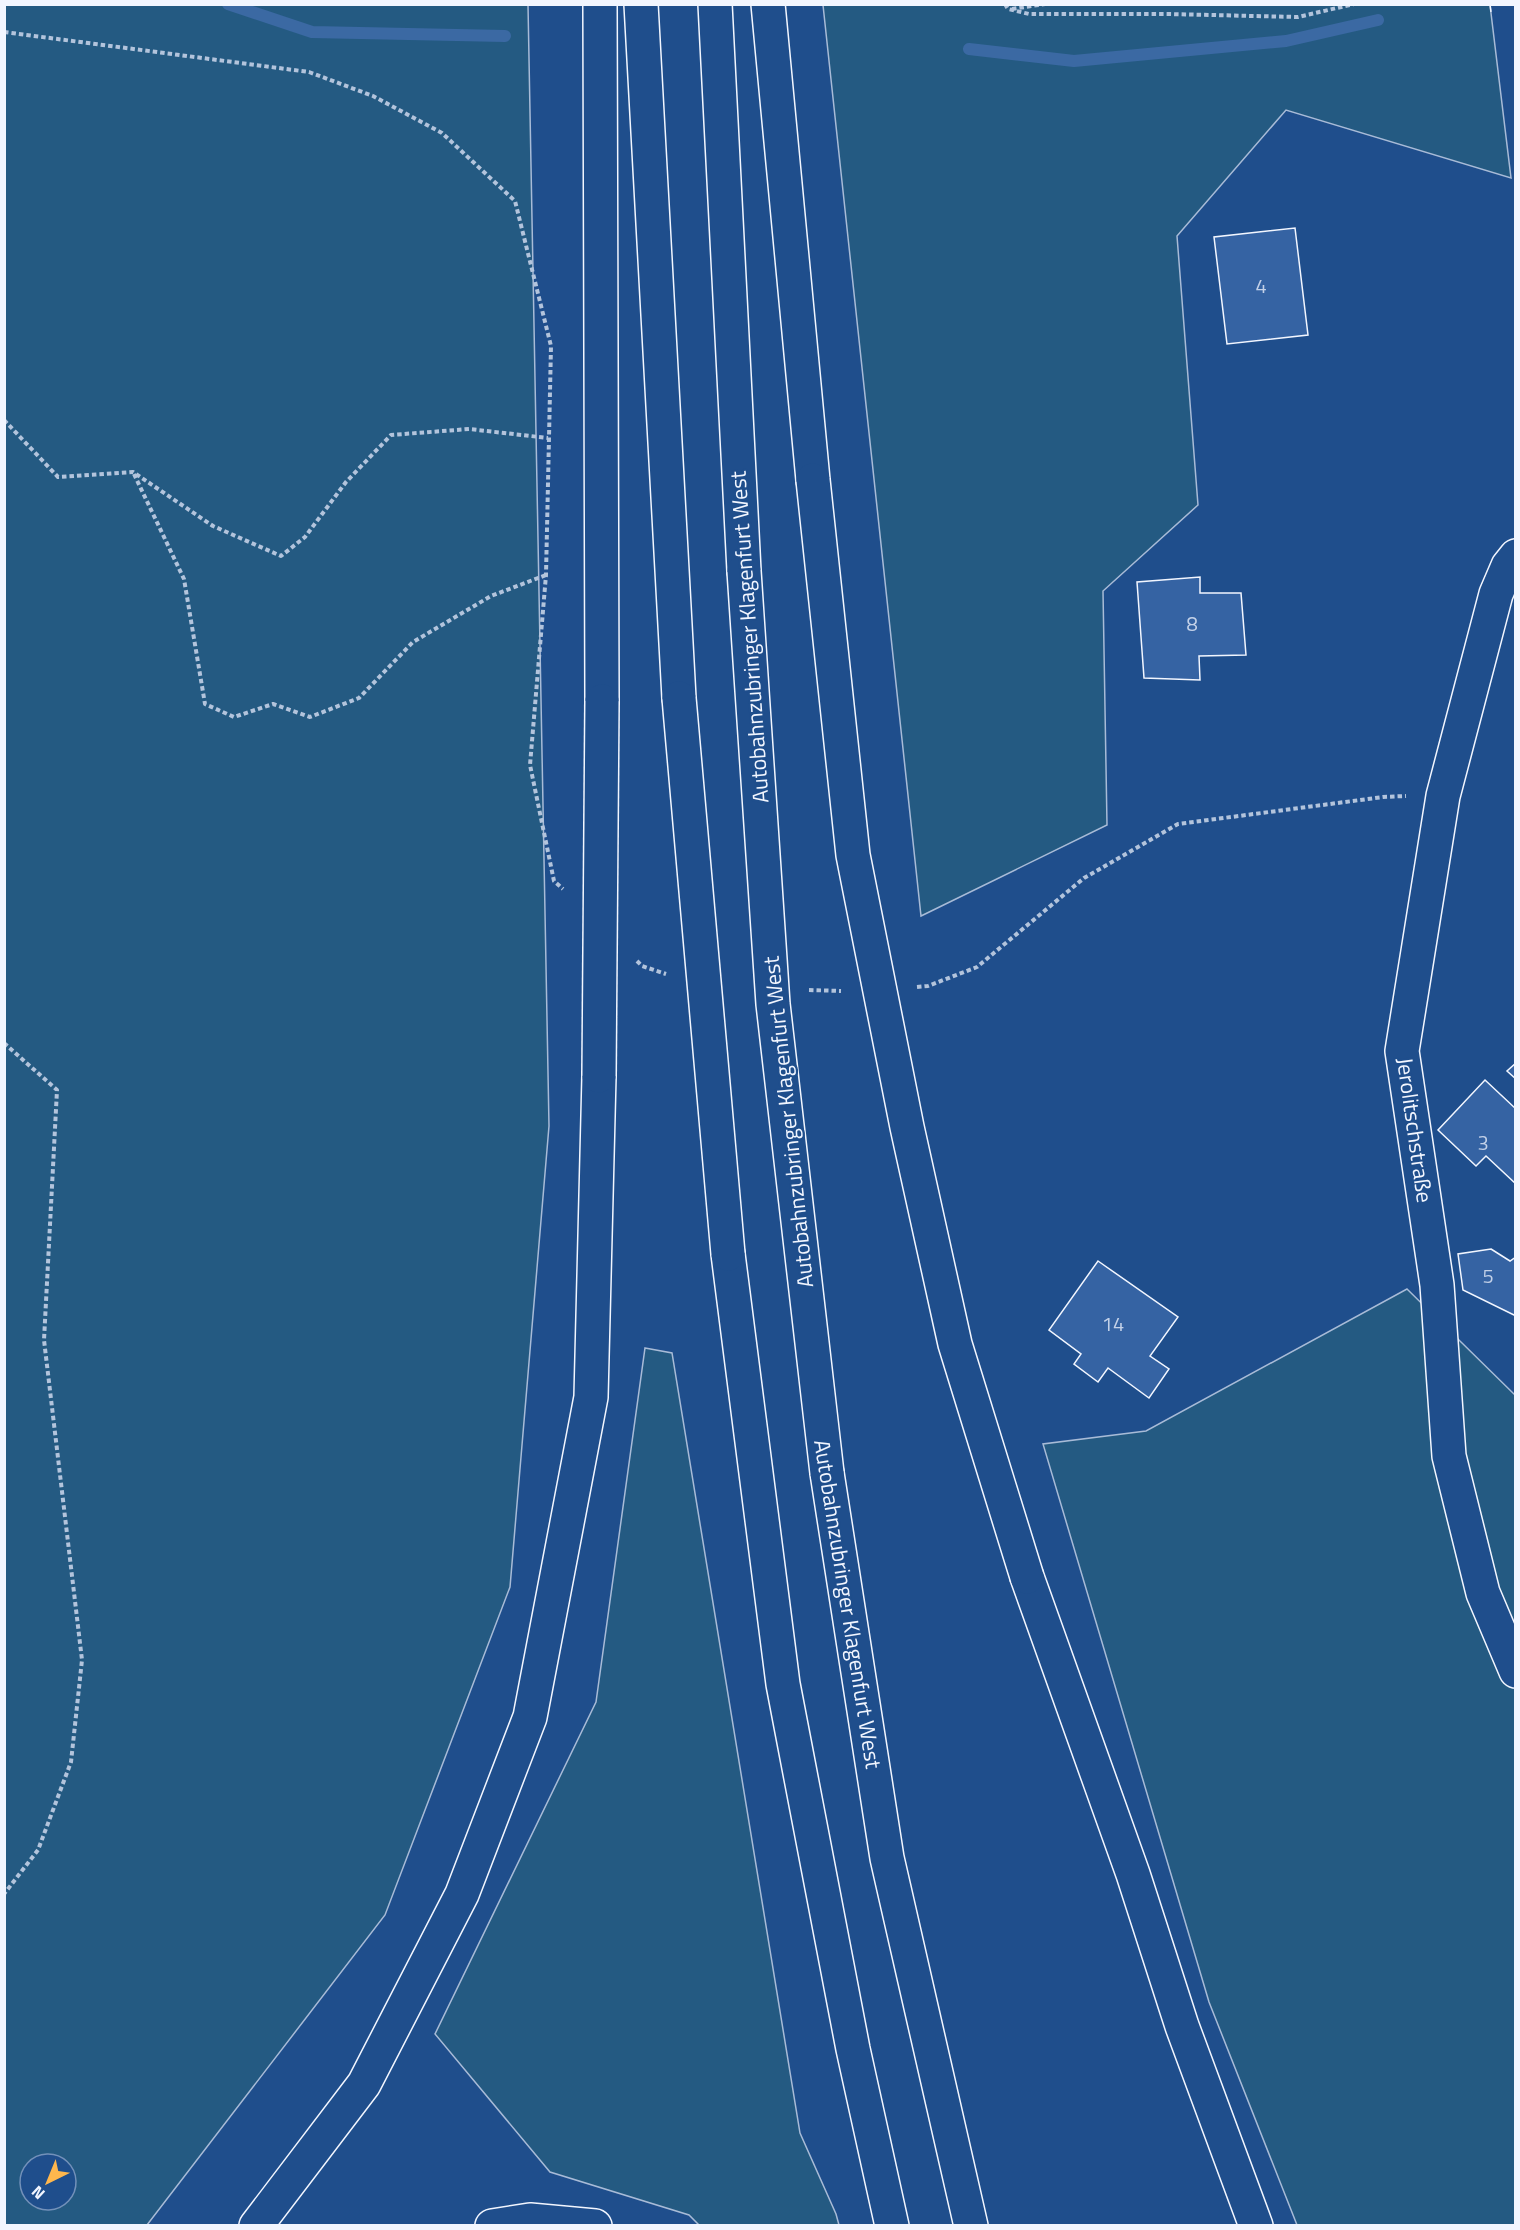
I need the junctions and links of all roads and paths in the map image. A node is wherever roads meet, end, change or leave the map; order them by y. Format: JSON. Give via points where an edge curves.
{"nodes":[{"id":1,"x":600,"y":4,"type":"edge"},
{"id":2,"x":641,"y":4,"type":"edge"},
{"id":3,"x":715,"y":4,"type":"edge"},
{"id":4,"x":768,"y":4,"type":"edge"},
{"id":5,"x":1045,"y":4,"type":"edge"},
{"id":6,"x":1354,"y":4,"type":"edge"},
{"id":7,"x":1007,"y":7,"type":"edge"},
{"id":8,"x":4,"y":32,"type":"edge"},
{"id":9,"x":4,"y":420,"type":"edge"},
{"id":10,"x":548,"y":438,"type":"junction"},
{"id":11,"x":133,"y":472,"type":"junction"},
{"id":12,"x":1515,"y":556,"type":"edge"},
{"id":13,"x":546,"y":575,"type":"junction"},
{"id":14,"x":1443,"y":796,"type":"junction"},
{"id":15,"x":570,"y":897,"type":"dead end"},
{"id":16,"x":634,"y":958,"type":"dead end"},
{"id":17,"x":674,"y":976,"type":"dead end"},
{"id":18,"x":916,"y":987,"type":"dead end"},
{"id":19,"x":799,"y":990,"type":"dead end"},
{"id":20,"x":846,"y":991,"type":"dead end"},
{"id":21,"x":4,"y":1043,"type":"edge"},
{"id":22,"x":1515,"y":1671,"type":"edge"},
{"id":23,"x":4,"y":1894,"type":"edge"},
{"id":24,"x":256,"y":2226,"type":"edge"},
{"id":25,"x":492,"y":2226,"type":"edge"},
{"id":26,"x":594,"y":2226,"type":"edge"},
{"id":27,"x":892,"y":2226,"type":"edge"},
{"id":28,"x":971,"y":2226,"type":"edge"},
{"id":29,"x":1256,"y":2226,"type":"edge"}],
"edges":[{"from":1,"to":24,"type":"main road","bridge":true,"via":[[602,701],[591,1397],[530,1717],[462,1894],[364,2084]]},
{"from":2,"to":27,"type":"main road","bridge":true,"via":[[679,698],[728,1254],[783,1684],[853,2049]]},
{"from":3,"to":28,"type":"main road","name":"Autobahnzubringer Klagenfurt West","bridge":true,"via":[[744,571],[773,1004],[827,1473],[887,1858]]},
{"from":4,"to":29,"type":"main road","bridge":true,"via":[[813,480],[855,866],[954,1344],[1027,1576],[1133,1874],[1182,2026]]},
{"from":5,"to":7,"type":"path"},
{"from":6,"to":7,"type":"path","via":[[1298,17],[1029,14]]},
{"from":8,"to":10,"type":"path","via":[[309,72],[373,96],[442,133],[515,201],[551,346]]},
{"from":9,"to":11,"type":"path","via":[[58,477]]},
{"from":10,"to":11,"type":"path","via":[[469,429],[391,435],[346,482],[305,537],[280,556],[213,526]]},
{"from":10,"to":13,"type":"path"},
{"from":11,"to":13,"type":"path","via":[[184,579],[205,704],[234,717],[273,704],[310,717],[359,698],[413,642],[491,596]]},
{"from":12,"to":14,"type":"main road","name":"Jerolitschstraße","via":[[1496,594]]},
{"from":13,"to":15,"type":"path","via":[[530,765],[555,881]]},
{"from":14,"to":18,"type":"path","via":[[1383,797],[1178,824],[1084,878],[977,967]]},
{"from":14,"to":22,"type":"main road","name":"Jerolitschstraße","via":[[1402,1051],[1437,1285],[1449,1456],[1483,1593]]},
{"from":16,"to":17,"type":"path","via":[[642,966]]},
{"from":19,"to":20,"type":"path"},
{"from":21,"to":23,"type":"path","via":[[57,1090],[44,1340],[82,1660],[71,1762],[38,1850]]},
{"from":25,"to":26,"type":"main road","via":[[530,2220]]}]}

▶ **What the exercise asks**
Write out the entries again, word for word. No images.

▶ **Task result**
I need the junctions and links of all roads and paths in the map image. A node is wherever roads meet, end, change or leave the map; order them by y. Format: JSON. Give via points where an edge curves.
{"nodes":[{"id":1,"x":600,"y":4,"type":"edge"},
{"id":2,"x":641,"y":4,"type":"edge"},
{"id":3,"x":715,"y":4,"type":"edge"},
{"id":4,"x":768,"y":4,"type":"edge"},
{"id":5,"x":1045,"y":4,"type":"edge"},
{"id":6,"x":1354,"y":4,"type":"edge"},
{"id":7,"x":1007,"y":7,"type":"edge"},
{"id":8,"x":4,"y":32,"type":"edge"},
{"id":9,"x":4,"y":420,"type":"edge"},
{"id":10,"x":548,"y":438,"type":"junction"},
{"id":11,"x":133,"y":472,"type":"junction"},
{"id":12,"x":1515,"y":556,"type":"edge"},
{"id":13,"x":546,"y":575,"type":"junction"},
{"id":14,"x":1443,"y":796,"type":"junction"},
{"id":15,"x":570,"y":897,"type":"dead end"},
{"id":16,"x":634,"y":958,"type":"dead end"},
{"id":17,"x":674,"y":976,"type":"dead end"},
{"id":18,"x":916,"y":987,"type":"dead end"},
{"id":19,"x":799,"y":990,"type":"dead end"},
{"id":20,"x":846,"y":991,"type":"dead end"},
{"id":21,"x":4,"y":1043,"type":"edge"},
{"id":22,"x":1515,"y":1671,"type":"edge"},
{"id":23,"x":4,"y":1894,"type":"edge"},
{"id":24,"x":256,"y":2226,"type":"edge"},
{"id":25,"x":492,"y":2226,"type":"edge"},
{"id":26,"x":594,"y":2226,"type":"edge"},
{"id":27,"x":892,"y":2226,"type":"edge"},
{"id":28,"x":971,"y":2226,"type":"edge"},
{"id":29,"x":1256,"y":2226,"type":"edge"}],
"edges":[{"from":1,"to":24,"type":"main road","bridge":true,"via":[[602,701],[591,1397],[530,1717],[462,1894],[364,2084]]},
{"from":2,"to":27,"type":"main road","bridge":true,"via":[[679,698],[728,1254],[783,1684],[853,2049]]},
{"from":3,"to":28,"type":"main road","name":"Autobahnzubringer Klagenfurt West","bridge":true,"via":[[744,571],[773,1004],[827,1473],[887,1858]]},
{"from":4,"to":29,"type":"main road","bridge":true,"via":[[813,480],[855,866],[954,1344],[1027,1576],[1133,1874],[1182,2026]]},
{"from":5,"to":7,"type":"path"},
{"from":6,"to":7,"type":"path","via":[[1298,17],[1029,14]]},
{"from":8,"to":10,"type":"path","via":[[309,72],[373,96],[442,133],[515,201],[551,346]]},
{"from":9,"to":11,"type":"path","via":[[58,477]]},
{"from":10,"to":11,"type":"path","via":[[469,429],[391,435],[346,482],[305,537],[280,556],[213,526]]},
{"from":10,"to":13,"type":"path"},
{"from":11,"to":13,"type":"path","via":[[184,579],[205,704],[234,717],[273,704],[310,717],[359,698],[413,642],[491,596]]},
{"from":12,"to":14,"type":"main road","name":"Jerolitschstraße","via":[[1496,594]]},
{"from":13,"to":15,"type":"path","via":[[530,765],[555,881]]},
{"from":14,"to":18,"type":"path","via":[[1383,797],[1178,824],[1084,878],[977,967]]},
{"from":14,"to":22,"type":"main road","name":"Jerolitschstraße","via":[[1402,1051],[1437,1285],[1449,1456],[1483,1593]]},
{"from":16,"to":17,"type":"path","via":[[642,966]]},
{"from":19,"to":20,"type":"path"},
{"from":21,"to":23,"type":"path","via":[[57,1090],[44,1340],[82,1660],[71,1762],[38,1850]]},
{"from":25,"to":26,"type":"main road","via":[[530,2220]]}]}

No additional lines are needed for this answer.